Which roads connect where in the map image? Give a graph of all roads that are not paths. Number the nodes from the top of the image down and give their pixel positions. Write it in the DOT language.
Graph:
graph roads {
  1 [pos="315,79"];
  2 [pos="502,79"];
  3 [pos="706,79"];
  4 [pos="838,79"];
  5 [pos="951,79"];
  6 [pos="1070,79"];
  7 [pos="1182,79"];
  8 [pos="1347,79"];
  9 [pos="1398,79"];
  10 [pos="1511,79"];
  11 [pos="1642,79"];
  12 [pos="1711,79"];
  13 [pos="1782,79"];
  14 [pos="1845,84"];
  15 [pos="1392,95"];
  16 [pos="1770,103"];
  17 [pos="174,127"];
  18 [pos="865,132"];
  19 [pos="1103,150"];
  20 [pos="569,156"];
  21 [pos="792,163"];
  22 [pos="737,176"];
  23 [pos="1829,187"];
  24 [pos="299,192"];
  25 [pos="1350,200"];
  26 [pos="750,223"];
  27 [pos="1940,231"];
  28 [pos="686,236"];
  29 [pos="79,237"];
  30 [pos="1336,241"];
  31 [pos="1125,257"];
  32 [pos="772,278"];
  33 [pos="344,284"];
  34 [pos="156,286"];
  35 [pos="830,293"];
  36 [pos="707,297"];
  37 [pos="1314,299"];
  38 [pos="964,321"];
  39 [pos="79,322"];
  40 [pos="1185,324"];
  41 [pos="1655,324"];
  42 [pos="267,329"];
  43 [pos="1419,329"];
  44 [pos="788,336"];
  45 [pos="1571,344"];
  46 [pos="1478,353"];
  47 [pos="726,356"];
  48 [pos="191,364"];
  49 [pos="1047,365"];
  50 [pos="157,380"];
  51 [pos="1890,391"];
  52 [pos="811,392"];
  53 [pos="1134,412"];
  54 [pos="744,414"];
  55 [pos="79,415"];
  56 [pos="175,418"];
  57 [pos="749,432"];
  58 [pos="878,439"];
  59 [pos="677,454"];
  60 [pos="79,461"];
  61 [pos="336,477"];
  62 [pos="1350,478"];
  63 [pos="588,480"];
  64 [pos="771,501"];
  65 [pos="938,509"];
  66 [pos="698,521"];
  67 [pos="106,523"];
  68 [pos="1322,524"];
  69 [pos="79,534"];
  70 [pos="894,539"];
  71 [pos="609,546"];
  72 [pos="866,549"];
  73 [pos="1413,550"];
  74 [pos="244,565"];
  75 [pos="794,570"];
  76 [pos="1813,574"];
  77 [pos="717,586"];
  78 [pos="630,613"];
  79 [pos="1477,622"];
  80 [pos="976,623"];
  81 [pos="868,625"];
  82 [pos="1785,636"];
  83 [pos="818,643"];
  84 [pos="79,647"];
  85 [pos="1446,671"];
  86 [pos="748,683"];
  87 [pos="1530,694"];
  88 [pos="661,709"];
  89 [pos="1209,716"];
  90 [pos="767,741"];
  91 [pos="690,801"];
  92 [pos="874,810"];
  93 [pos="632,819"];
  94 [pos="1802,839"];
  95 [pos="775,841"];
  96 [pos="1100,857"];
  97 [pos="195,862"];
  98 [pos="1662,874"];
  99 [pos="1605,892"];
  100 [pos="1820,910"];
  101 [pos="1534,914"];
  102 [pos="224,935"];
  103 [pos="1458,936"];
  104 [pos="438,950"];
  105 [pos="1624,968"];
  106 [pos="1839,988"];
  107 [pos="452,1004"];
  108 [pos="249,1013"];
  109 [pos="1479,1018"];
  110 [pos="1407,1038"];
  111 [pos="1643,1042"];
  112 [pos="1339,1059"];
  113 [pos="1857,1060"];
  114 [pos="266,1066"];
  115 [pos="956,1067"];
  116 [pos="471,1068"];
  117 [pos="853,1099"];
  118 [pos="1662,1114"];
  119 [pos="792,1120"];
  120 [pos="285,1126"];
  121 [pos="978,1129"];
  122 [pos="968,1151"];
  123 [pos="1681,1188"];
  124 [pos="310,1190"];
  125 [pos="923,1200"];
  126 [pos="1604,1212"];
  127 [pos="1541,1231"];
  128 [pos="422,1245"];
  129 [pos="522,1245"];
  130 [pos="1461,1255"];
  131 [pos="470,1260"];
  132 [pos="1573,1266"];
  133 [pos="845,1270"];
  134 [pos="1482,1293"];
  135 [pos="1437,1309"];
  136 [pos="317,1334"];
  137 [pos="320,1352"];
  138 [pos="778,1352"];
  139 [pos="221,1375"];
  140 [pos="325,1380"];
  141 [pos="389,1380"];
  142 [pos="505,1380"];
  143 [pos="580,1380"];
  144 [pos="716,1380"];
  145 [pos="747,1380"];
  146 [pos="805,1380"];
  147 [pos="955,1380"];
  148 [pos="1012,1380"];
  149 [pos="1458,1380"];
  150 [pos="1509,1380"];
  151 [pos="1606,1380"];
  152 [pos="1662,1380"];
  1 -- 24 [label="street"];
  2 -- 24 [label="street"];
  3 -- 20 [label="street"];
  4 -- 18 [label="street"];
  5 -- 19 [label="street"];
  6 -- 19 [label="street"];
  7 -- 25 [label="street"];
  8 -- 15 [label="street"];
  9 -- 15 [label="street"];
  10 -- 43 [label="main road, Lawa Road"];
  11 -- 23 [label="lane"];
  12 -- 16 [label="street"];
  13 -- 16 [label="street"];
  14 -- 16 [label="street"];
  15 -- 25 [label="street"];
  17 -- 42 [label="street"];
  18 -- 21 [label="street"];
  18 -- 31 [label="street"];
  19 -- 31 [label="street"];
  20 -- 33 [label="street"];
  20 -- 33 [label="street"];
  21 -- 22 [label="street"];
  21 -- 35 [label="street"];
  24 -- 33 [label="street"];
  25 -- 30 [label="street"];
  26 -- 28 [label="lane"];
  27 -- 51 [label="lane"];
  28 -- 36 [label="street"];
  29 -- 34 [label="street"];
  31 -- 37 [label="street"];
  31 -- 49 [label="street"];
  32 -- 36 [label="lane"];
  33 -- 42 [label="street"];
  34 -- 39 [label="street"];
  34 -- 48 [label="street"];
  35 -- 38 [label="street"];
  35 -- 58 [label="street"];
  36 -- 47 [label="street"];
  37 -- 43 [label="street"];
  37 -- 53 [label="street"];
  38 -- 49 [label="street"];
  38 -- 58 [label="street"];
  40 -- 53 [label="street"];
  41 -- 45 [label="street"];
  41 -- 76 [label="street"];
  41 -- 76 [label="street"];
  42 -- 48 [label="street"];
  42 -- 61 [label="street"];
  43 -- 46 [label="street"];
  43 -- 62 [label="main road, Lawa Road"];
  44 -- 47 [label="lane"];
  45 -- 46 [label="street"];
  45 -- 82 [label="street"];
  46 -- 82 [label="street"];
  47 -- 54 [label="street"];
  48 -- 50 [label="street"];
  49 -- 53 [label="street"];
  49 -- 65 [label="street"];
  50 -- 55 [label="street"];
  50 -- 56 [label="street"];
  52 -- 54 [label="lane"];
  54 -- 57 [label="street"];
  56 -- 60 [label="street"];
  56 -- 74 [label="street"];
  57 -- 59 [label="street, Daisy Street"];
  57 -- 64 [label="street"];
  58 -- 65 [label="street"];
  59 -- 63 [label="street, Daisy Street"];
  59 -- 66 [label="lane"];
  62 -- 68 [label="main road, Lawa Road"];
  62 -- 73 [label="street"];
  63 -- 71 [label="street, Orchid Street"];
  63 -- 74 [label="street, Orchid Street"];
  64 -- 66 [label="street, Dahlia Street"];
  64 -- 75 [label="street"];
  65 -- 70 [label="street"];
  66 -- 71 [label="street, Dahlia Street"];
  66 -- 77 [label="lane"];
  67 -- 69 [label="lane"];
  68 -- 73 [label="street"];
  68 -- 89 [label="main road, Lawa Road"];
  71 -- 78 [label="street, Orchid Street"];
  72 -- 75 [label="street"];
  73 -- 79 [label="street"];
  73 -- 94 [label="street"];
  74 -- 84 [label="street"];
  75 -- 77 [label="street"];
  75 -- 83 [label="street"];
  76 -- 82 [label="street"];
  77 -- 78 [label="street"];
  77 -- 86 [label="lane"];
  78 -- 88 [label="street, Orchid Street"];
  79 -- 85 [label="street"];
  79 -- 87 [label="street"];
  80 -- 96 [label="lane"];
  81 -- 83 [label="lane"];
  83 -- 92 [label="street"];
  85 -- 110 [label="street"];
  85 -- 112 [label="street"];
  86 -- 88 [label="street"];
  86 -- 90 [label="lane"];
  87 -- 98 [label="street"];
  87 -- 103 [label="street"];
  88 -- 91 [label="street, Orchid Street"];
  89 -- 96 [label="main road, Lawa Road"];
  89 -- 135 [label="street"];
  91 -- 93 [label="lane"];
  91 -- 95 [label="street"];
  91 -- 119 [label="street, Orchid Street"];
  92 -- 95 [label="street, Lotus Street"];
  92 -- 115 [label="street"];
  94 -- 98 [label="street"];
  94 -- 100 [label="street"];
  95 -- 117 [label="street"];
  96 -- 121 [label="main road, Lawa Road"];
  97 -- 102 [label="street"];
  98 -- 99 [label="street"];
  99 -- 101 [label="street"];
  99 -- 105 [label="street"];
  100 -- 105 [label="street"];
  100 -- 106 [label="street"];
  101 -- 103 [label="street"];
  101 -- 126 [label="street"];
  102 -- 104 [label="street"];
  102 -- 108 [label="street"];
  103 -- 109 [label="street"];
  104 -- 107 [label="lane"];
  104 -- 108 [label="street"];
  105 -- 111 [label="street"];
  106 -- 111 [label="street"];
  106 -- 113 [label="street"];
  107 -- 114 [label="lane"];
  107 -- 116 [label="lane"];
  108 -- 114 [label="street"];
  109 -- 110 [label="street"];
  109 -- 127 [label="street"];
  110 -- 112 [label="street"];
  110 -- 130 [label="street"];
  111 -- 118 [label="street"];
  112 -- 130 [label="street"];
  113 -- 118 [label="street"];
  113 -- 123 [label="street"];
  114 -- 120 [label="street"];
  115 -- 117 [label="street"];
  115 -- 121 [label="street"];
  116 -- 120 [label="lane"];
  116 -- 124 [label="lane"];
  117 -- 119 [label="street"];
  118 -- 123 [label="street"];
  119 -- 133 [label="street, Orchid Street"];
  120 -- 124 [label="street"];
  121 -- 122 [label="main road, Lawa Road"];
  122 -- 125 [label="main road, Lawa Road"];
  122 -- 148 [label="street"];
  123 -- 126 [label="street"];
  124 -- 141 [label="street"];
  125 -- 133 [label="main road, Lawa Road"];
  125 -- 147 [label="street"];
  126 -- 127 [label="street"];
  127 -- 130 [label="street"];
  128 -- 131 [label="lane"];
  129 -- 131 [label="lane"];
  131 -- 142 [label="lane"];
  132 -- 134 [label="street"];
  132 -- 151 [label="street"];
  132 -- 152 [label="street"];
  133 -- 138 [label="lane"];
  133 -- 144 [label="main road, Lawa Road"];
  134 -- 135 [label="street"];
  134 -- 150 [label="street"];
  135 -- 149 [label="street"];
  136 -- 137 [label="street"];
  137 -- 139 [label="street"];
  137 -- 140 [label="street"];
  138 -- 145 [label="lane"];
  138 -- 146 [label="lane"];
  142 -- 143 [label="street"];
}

What is expected:
Search the records for the string "Lawa", and copy every line that holds it.

Solved exercise:
  10 -- 43 [label="main road, Lawa Road"];
  43 -- 62 [label="main road, Lawa Road"];
  62 -- 68 [label="main road, Lawa Road"];
  68 -- 89 [label="main road, Lawa Road"];
  89 -- 96 [label="main road, Lawa Road"];
  96 -- 121 [label="main road, Lawa Road"];
  121 -- 122 [label="main road, Lawa Road"];
  122 -- 125 [label="main road, Lawa Road"];
  125 -- 133 [label="main road, Lawa Road"];
  133 -- 144 [label="main road, Lawa Road"];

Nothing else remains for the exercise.